The appropriate conduction, reporting and interpretation of economic evaluations allow practitioners and administrators to make better, more informed decisions regarding the available technologies and services for both patient and healthcare system levels. 15 , 19 The CHEERS statement can help during this process and should be strictly followed by authors of economic evaluations of pharmacist-led services. The parameters of an economic evaluation should be considered in the same way as those from clinical trials (e.g., population, intervention, comparator, outcome and timing – PICOT). The population comprises the modelled population, sources of input data and assumptions for which must be clearly articulated so that its generalizability and applicability can be ascertained. The intervention is the technology or service of interest, and all assumptions made about its use should be clearly described. The outcomes and costs will depend on the consequences of the interventions and the perspective adopted. The appropriate expression of the time horizon is important because ICERs vary with time. 45

Although key methodological challenges are common to all economic evaluations, studies on the economic impact of pharmacist interventions are usually poorly described, incorrectly designed or do not constitute full evaluations. 4 , 6 Additionally, several authors state having difficulties in pricing pharmacists' services given the complex amount of performed interventions, which precludes further economic evaluations in the field. 4 , 17 , 19 The poor design or large heterogeneity between primary studies (e.g., randomized controlled trials) of pharmacy services also prevent many studies from finding pharmacist interventions effective or cost-effective.

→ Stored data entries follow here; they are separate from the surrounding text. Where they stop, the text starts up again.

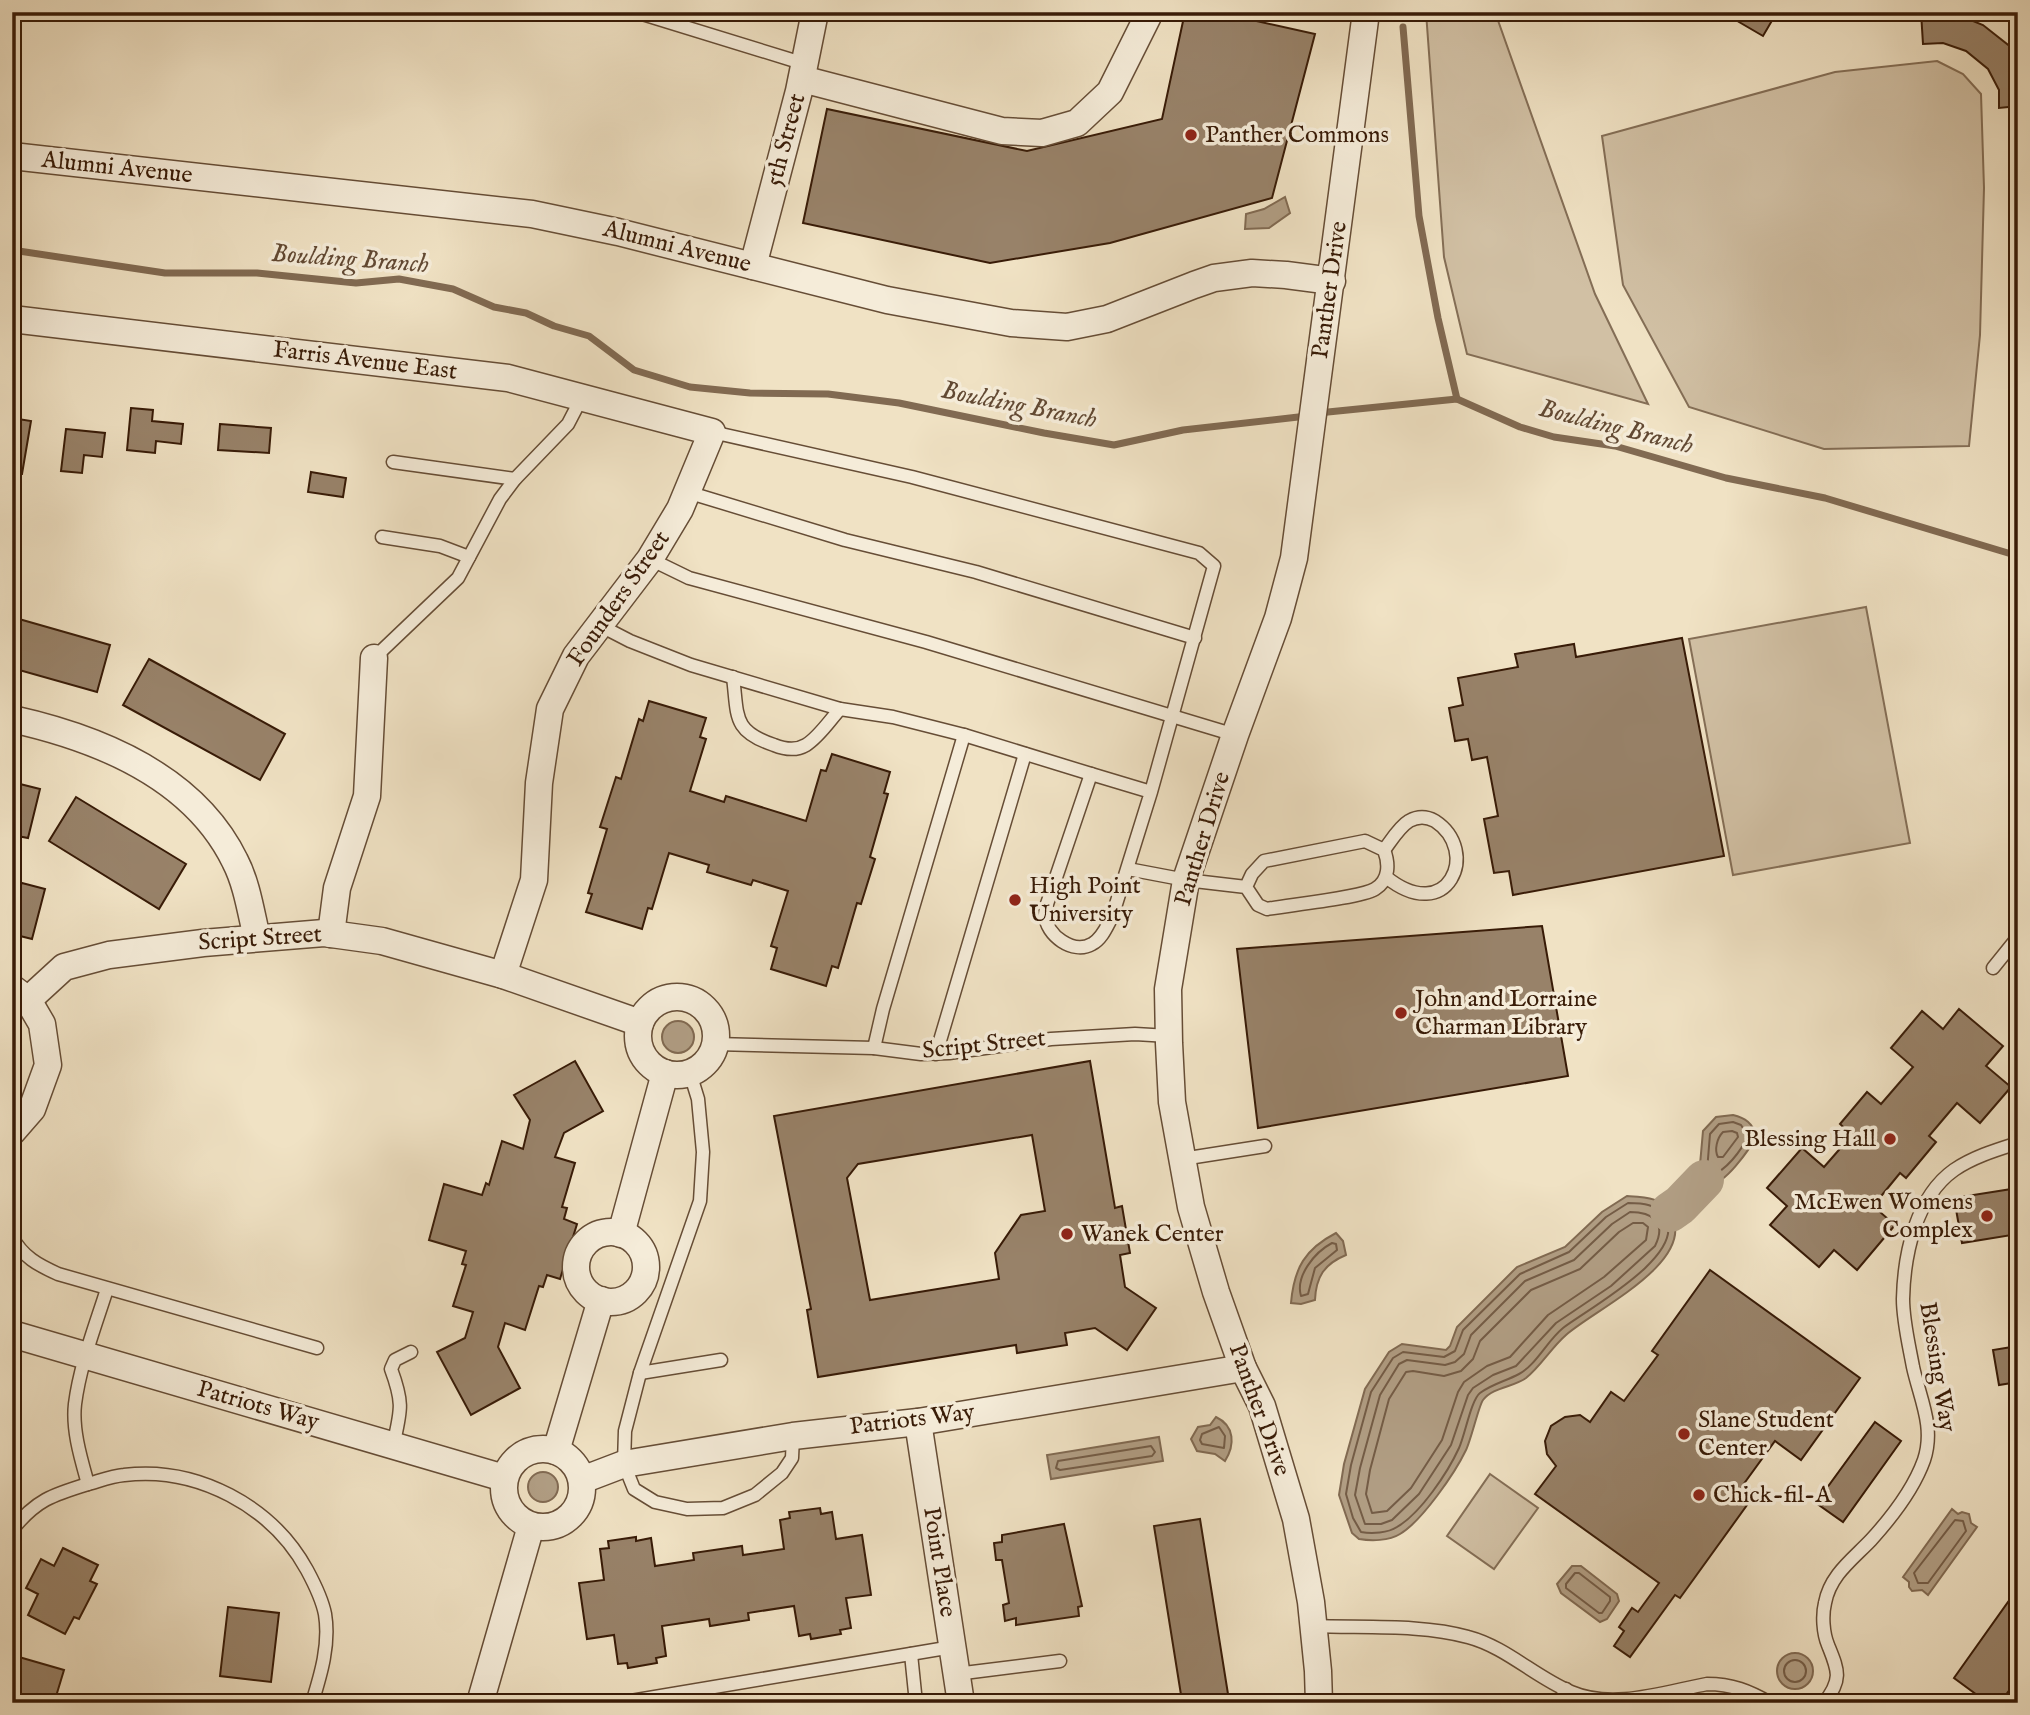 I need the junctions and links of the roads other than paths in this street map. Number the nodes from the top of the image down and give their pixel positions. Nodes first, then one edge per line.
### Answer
1 (636, 12) edge
2 (815, 12) edge
3 (1366, 12) edge
4 (1149, 16) dead end
5 (804, 72) junction
6 (12, 156) edge
7 (753, 266) junction
8 (1332, 281) junction
9 (12, 319) edge
10 (582, 397) junction
11 (712, 432) junction
12 (393, 462) dead end
13 (515, 480) junction
14 (687, 492) junction
15 (382, 537) dead end
16 (469, 557) junction
17 (650, 559) junction
18 (599, 625) junction
19 (1195, 638) junction
20 (374, 658) joint
21 (733, 677) junction
22 (840, 709) junction
23 (1173, 715) junction
24 (12, 719) edge
25 (964, 735) junction
26 (1235, 735) junction
27 (1025, 754) junction
28 (1091, 774) junction
29 (1151, 792) junction
30 (1384, 850) junction
31 (1128, 869) junction
32 (1386, 877) junction
33 (1186, 880) junction
34 (1246, 887) junction
35 (331, 934) junction
36 (2018, 937) edge
37 (257, 938) junction
38 (1993, 968) dead end
39 (503, 975) junction
40 (20, 994) edge
41 (640, 1023) junction
42 (1169, 1036) junction
43 (715, 1044) junction
44 (874, 1048) junction
45 (936, 1054) junction
46 (678, 1073) junction
47 (12, 1132) edge
48 (2018, 1143) edge
49 (1265, 1146) dead end
50 (1182, 1159) junction
51 (621, 1234) junction
52 (12, 1237) edge
53 (107, 1290) junction
54 (601, 1300) junction
55 (12, 1334) edge
56 (317, 1348) dead end
57 (411, 1352) dead end
58 (86, 1355) junction
59 (721, 1360) dead end
60 (1243, 1368) junction
61 (640, 1373) junction
62 (918, 1422) junction
63 (793, 1436) junction
64 (393, 1446) junction
65 (556, 1451) junction
66 (624, 1464) junction
67 (504, 1478) junction
68 (582, 1480) junction
69 (88, 1484) junction
70 (531, 1526) junction
71 (12, 1530) edge
72 (1314, 1626) junction
73 (952, 1647) junction
74 (911, 1654) junction
75 (1060, 1661) dead end
76 (956, 1674) junction
77 (1566, 1689) junction
78 (1826, 1702) edge
79 (312, 1703) edge
80 (481, 1703) edge
81 (631, 1703) edge
82 (916, 1703) edge
83 (961, 1703) edge
84 (1319, 1703) edge
85 (1559, 1703) edge
86 (1770, 1703) edge

1 - 5 lane
2 - 5 street, 5th Street
3 - 8 street, Panther Drive
4 - 5 street
5 - 7 street, 5th Street
6 - 7 street, Alumni Avenue
7 - 8 street, Alumni Avenue
8 - 26 street, Panther Drive
9 - 10 street, Farris Avenue East
10 - 11 street, Farris Avenue East
10 - 13 lane
11 - 14 street, Founders Street
11 - 19 lane
12 - 13 lane
13 - 16 lane
14 - 17 street, Founders Street
14 - 19 lane
15 - 16 lane
16 - 20 lane
17 - 18 street, Founders Street
17 - 23 lane
18 - 21 lane
18 - 39 street, Founders Street
19 - 23 lane
20 - 35 street
21 - 22 lane
21 - 22 lane
22 - 25 lane
23 - 26 lane
23 - 29 lane
24 - 37 street
25 - 27 lane
25 - 44 lane
26 - 33 street, Panther Drive
27 - 28 lane
27 - 45 lane
28 - 29 lane
28 - 31 lane
29 - 31 lane
30 - 32 lane
30 - 32 lane
30 - 34 lane
31 - 33 lane
32 - 34 lane
33 - 34 lane
33 - 42 street, Panther Drive
35 - 37 street, Script Street
35 - 39 street, Script Street
36 - 38 lane
37 - 40 street, Script Street
39 - 41 street, Script Street
40 - 47 street, Script Street
41 - 43 street
41 - 46 street
42 - 45 lane, Script Street
42 - 50 street, Panther Drive
43 - 44 lane, Script Street
43 - 46 street
44 - 45 lane, Script Street
46 - 51 street
46 - 61 lane
48 - 78 lane, Blessing Way
49 - 50 lane
50 - 60 street, Panther Drive
51 - 54 street
51 - 54 street
52 - 53 lane
53 - 56 lane
53 - 58 lane
54 - 65 street
55 - 58 street, Patriots Way
57 - 64 lane
58 - 64 street, Patriots Way
58 - 69 lane
59 - 61 lane
60 - 62 street, Patriots Way
60 - 72 street, Panther Drive
61 - 66 lane
62 - 63 street, Patriots Way
62 - 73 street, Point Place
63 - 66 street, Patriots Way
63 - 66 lane
64 - 67 street, Patriots Way
65 - 67 street
65 - 68 street
66 - 68 street, Patriots Way
67 - 70 street
68 - 70 street
69 - 71 lane
69 - 79 lane
70 - 80 street
72 - 77 lane
72 - 84 street, Panther Drive
73 - 74 lane
73 - 76 street, Point Place
74 - 81 lane
74 - 82 lane
75 - 76 lane
76 - 83 street, Point Place
77 - 85 lane
77 - 86 lane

Elliot et al . showed that from the 31 published cost-effectiveness studies on pharmacy services evaluated in their review, 90.3% clearly described the intervention, but only 67.7% described the comparator pathway. 4 Almost 20% of studies lack on reporting the method applied to obtain resources use and around 75% did not perform an appropriate statistical analysis of costs. Direct costs of interventions were clearly incorporated in only half of the studies. Most ICERs were generated from process indicators such as errors and adherence, with only 4 studies (12.9%) reporting cost per QALY. Around one-third of the cost-effectiveness analyses were unclear about the time horizon. Data uncertainty and sensitivity analyses were performed in only 35% and 30% of studies, respectively, and methods used were not noticeably clear in most cases. These attempts to conduct economic evaluation of pharmacy services are almost exclusively from the US and the UK, with some representation from the Netherlands, Canada, and Australia. Few details the costs of service provision and even fewer give an estimate of service benefits or consequences other than decreased drug expenditure. Usually, studies focus on quantifying pharmacists' interventions, but lack on demonstrating the quality or impact of the service, which can be due the service itself or issues in the methodologic design of the study. 4 , 6 , 51

Recently, Murphy et al . identified three main areas in which the pharmacist has an economic impact that include: decreasing total health expenditures, decreasing unnecessary care, and decreasing societal costs. Authors discuss that, although evidence supports the potential economic value of the pharmacist in different healthcare settings, public opinion and political movements supporting patients' access to pharmacist-provided care are variable. In this context, strategies to advocate and effect change include a better understanding of this positive economic value of the pharmacist. 17

Thus, future high-quality economic evaluations with robust methodologies and study design are still required to investigate what pharmacist services have significant clinical and humanistic benefits to patients and substantiate the greatest cost savings for healthcare budgets. More work is also needed to develop valid and reliable composite pharmacy value measures to support future performance-based pharmacy payment models.